Below is a listing; repeat exactly the lines from the one containing "pinky pip: (209, 221)" to the one containing "thumb mcp: (376, 485)", both included.

Information provided below:

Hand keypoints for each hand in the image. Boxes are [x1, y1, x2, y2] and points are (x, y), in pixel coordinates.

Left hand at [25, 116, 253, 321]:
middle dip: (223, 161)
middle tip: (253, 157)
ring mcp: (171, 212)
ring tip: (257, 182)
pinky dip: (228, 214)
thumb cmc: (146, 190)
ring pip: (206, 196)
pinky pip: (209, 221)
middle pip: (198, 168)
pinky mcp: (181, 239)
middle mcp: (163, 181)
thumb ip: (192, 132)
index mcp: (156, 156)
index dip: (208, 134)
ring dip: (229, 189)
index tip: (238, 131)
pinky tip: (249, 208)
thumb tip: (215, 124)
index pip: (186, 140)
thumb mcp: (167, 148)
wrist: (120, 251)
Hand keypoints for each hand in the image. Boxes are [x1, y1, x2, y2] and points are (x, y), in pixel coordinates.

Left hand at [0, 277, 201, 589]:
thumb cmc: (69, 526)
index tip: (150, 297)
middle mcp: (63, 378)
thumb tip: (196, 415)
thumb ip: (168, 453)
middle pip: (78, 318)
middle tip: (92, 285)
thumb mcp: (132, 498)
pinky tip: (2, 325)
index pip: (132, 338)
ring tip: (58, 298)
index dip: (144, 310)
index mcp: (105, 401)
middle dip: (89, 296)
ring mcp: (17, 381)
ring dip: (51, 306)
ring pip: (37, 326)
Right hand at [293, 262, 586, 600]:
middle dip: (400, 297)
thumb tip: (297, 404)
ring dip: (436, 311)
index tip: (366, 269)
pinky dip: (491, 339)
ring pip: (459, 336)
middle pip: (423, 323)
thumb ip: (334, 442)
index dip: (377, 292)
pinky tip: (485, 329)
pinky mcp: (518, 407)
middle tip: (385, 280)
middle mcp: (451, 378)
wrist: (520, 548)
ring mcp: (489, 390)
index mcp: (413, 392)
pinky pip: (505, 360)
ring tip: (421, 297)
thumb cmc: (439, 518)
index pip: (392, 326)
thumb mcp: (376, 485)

End of Information provided.
Information provided below:

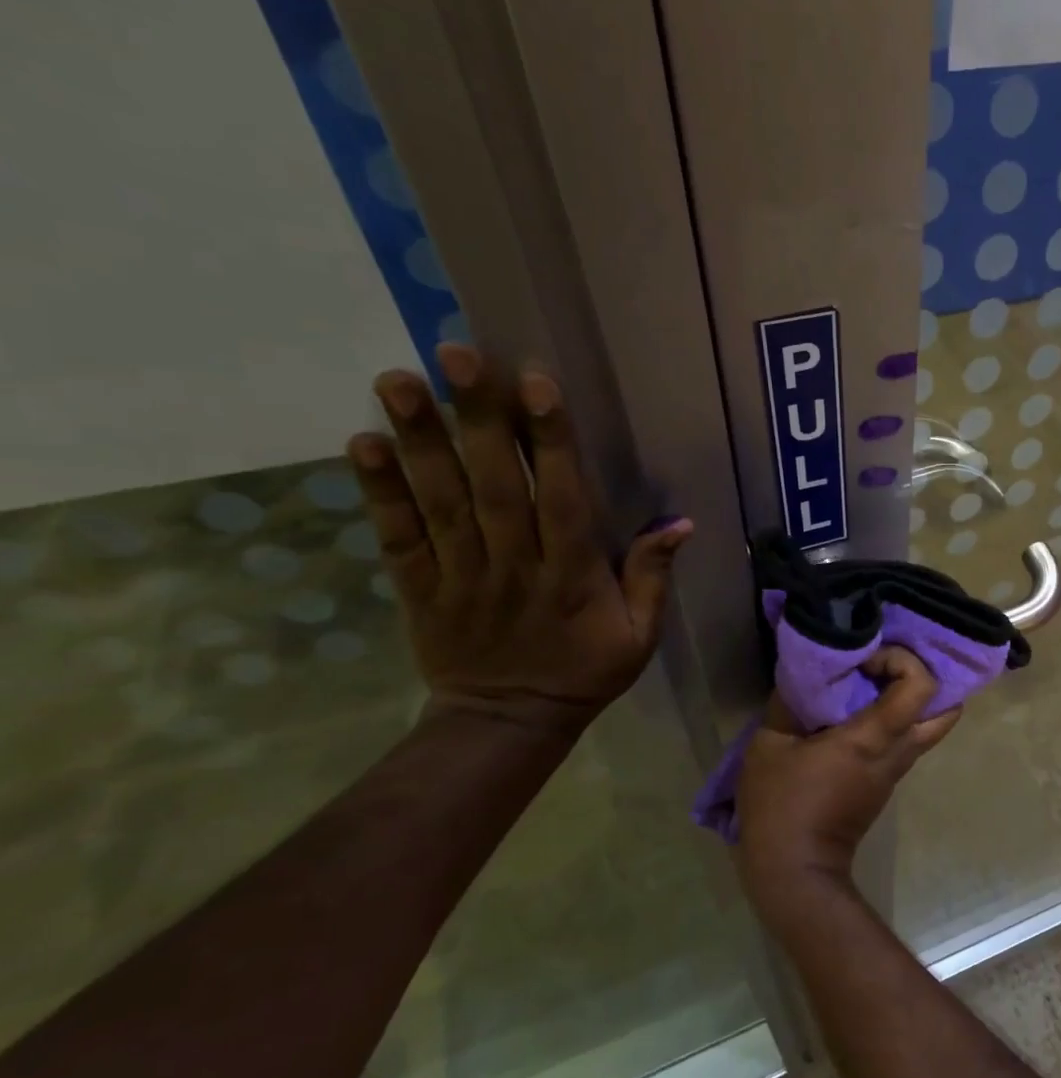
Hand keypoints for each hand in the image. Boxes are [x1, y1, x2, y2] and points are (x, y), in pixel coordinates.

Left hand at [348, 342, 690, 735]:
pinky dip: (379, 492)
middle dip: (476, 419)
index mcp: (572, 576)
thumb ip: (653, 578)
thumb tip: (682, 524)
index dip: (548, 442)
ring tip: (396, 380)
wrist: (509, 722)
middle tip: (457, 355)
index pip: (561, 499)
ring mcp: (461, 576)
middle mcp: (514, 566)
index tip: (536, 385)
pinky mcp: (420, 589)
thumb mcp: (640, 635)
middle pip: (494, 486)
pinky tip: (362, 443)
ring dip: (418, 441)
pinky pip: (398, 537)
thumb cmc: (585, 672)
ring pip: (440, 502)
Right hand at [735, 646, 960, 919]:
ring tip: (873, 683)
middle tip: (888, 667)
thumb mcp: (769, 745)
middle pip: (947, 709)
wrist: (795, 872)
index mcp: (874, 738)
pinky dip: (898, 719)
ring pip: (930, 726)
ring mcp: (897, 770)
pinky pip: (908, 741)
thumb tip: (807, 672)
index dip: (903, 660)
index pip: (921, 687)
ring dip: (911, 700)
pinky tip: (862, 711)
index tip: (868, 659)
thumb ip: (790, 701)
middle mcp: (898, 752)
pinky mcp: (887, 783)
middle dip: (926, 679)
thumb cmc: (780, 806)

End of Information provided.

Result below:
pinky pip: (209, 221)
middle pip: (198, 168)
pinky mcp: (181, 239)
middle mcp: (163, 181)
thumb ip: (192, 132)
index mcp: (156, 156)
index dip: (208, 134)
ring dip: (229, 189)
index tip: (238, 131)
pinky tip: (249, 208)
thumb tip: (215, 124)
index pip: (186, 140)
thumb mcp: (167, 148)
wrist: (120, 251)
Hand keypoints for each hand in the image. Boxes are [x1, y1, x2, y2] and points are (x, y), in pixel coordinates.

Left hand at [0, 277, 201, 589]:
thumb cmc: (69, 526)
index tip: (150, 297)
middle mcp: (63, 378)
thumb tip: (196, 415)
thumb ip: (168, 453)
middle pip: (78, 318)
middle tip: (92, 285)
thumb mcp: (132, 498)
pinky tip: (2, 325)
index pip: (132, 338)
ring tip: (58, 298)
index dip: (144, 310)
index mcp: (105, 401)
middle dip: (89, 296)
ring mcp: (17, 381)
ring dip: (51, 306)
ring pip: (37, 326)
Right hand at [293, 262, 586, 600]:
middle dip: (400, 297)
thumb tip: (297, 404)
ring dip: (436, 311)
index tip: (366, 269)
pinky dip: (491, 339)
ring pip: (459, 336)
middle pip: (423, 323)
thumb ip: (334, 442)
index dip: (377, 292)
pinky tip: (485, 329)
pinky mcp: (518, 407)
middle tip: (385, 280)
middle mcp: (451, 378)
wrist: (520, 548)
ring mcp: (489, 390)
index mcp: (413, 392)
pinky pip: (505, 360)
ring tip: (421, 297)
thumb cmc: (439, 518)
index pip: (392, 326)
thumb mcp: (376, 485)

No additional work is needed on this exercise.